Pedro Villardi, coordenador de projetos da ABIA e coordenador do GTPI (Grupo de Trabalhos sobre Propriedade Intelectual): “Já tem quase dois anos que a ABIA e o GTPI vêm demandando o dolutegravir como opção para a primeira linha. É um remédio bem tolerado, tem menos efeitos colaterais. Incorporá-lo num contexto em que a gente começa a tratar pessoas assintomáticas é fundamental. Agora, um fator preocupante é sobre a sustentabilidade no tratamento, por causa do preço. Demandamos que o governo faça as ações necessárias para que a  universalidade e a integralidade sejam garantidos.”
Os médicos/pesquisadores
Eles fazem parte da Câmara Técnica para Avaliação de Novos Medicamentos Antirretrovirais, composta por infectologistas dos mais respeitados centros de tratamento do estado de São Paulo. Estiveram à frente das pesquisas sobre o dolutegravir e sempre foram defensores de sua incorporação ao SUS. Veja o que dizem Ricardo Diaz, da Unifesp, e José Valdez Madruga, do CRT:
Ricardo Diaz, pesquisador da Unifesp (Universidade Federal do Estado de São Paulo): “É um grande avanço, que aproxima a gente do mundo desenvolvido em relação ao tratamento inicial de HIV. Mas ainda não acaba com a defasagem quanto a essa classe que é a de inibidores de integrase. Temos o raltegravir, para resgate, mas o elvitegravir ainda está sendo registrado na Anvisa. Também não temos ainda o novo tenofovir, que é menos tóxico, com menos efeitos colaterais. Porém, o mais potente é o dolutegravir e estou feliz pela incorporação deste.
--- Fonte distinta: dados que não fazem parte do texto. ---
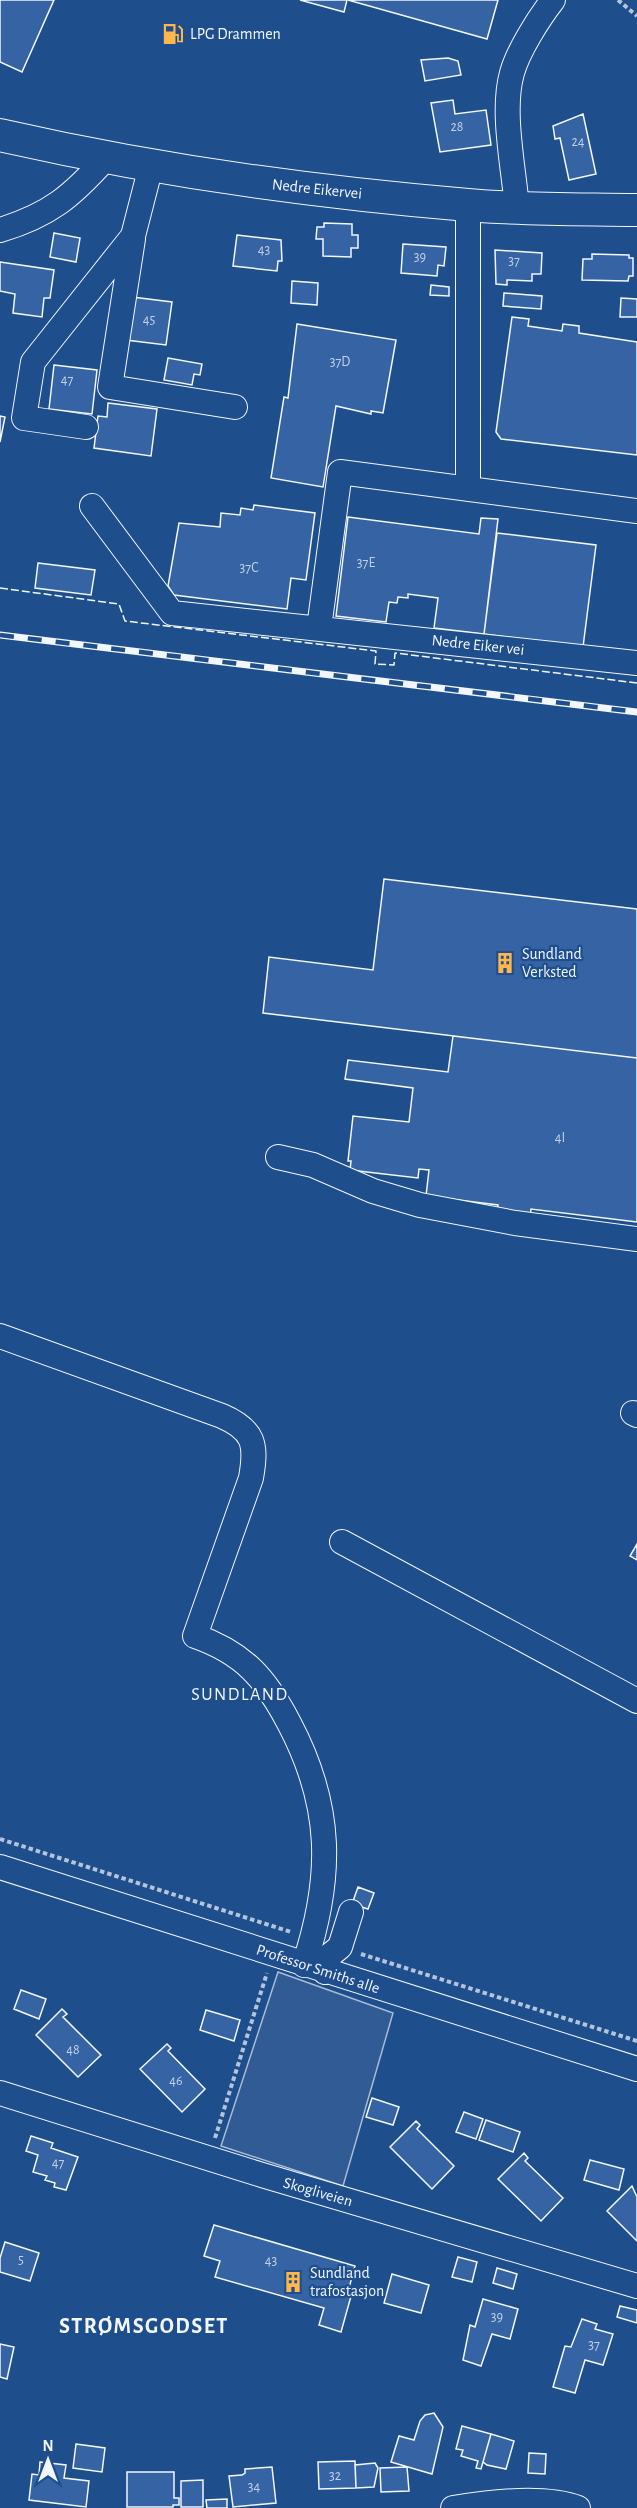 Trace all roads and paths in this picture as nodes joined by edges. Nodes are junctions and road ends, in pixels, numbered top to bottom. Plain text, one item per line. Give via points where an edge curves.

Vai melhorar muito a qualidade de vida das pessoas, especialmente pela possibilidade de substituir o efavirenz droga que, a cada dia, fica mais provada sua relação com efeitos terríveis.”   
José Valdez Madruga, do CRT:  “A chegada do dolutegravir à primeira linha de tratamento é um grande avanço. Este medicamento é potente e bem tolerável. A incorporação de inibidores da integrase na primeira linha também era um reivindicação da SBI, já tínhamos pedido ao Ministério da Saúde a atualização do protocolo. Lembrando que pesquisas comprovaram que essa é a melhor classe de medicamentos, com menos efeitos colaterais a curto e longo prazos. A droga também é primeira linha nos Estados Unidos, na União Europeia e indicada pelo Internacional Aids Society. No entanto, gostaríamos que o raltegravir também estivesse em primeira linha de tratamento, assim, o médico poderia analisar caso a caso. Estudos comprovaram que o raltegravir causa menos interações medicamentosas e há dados de dez anos de uso. Não há dados, por exemplo, sobre segurança renal e óssea do dolutegravir. Por isso, é importante ter as duas opções. Não tenho nada contra o dolutegravir, considero muito importante este passo. Hoje, inclusive, já recebi ligações de pacientes querendo trocar o esquema, eles ouviram o pronunciamento do ministro. Mas é preciso calma, a droga estará disponível só em 2017 e no primeiro momento para os que estarão iniciando o tratamento."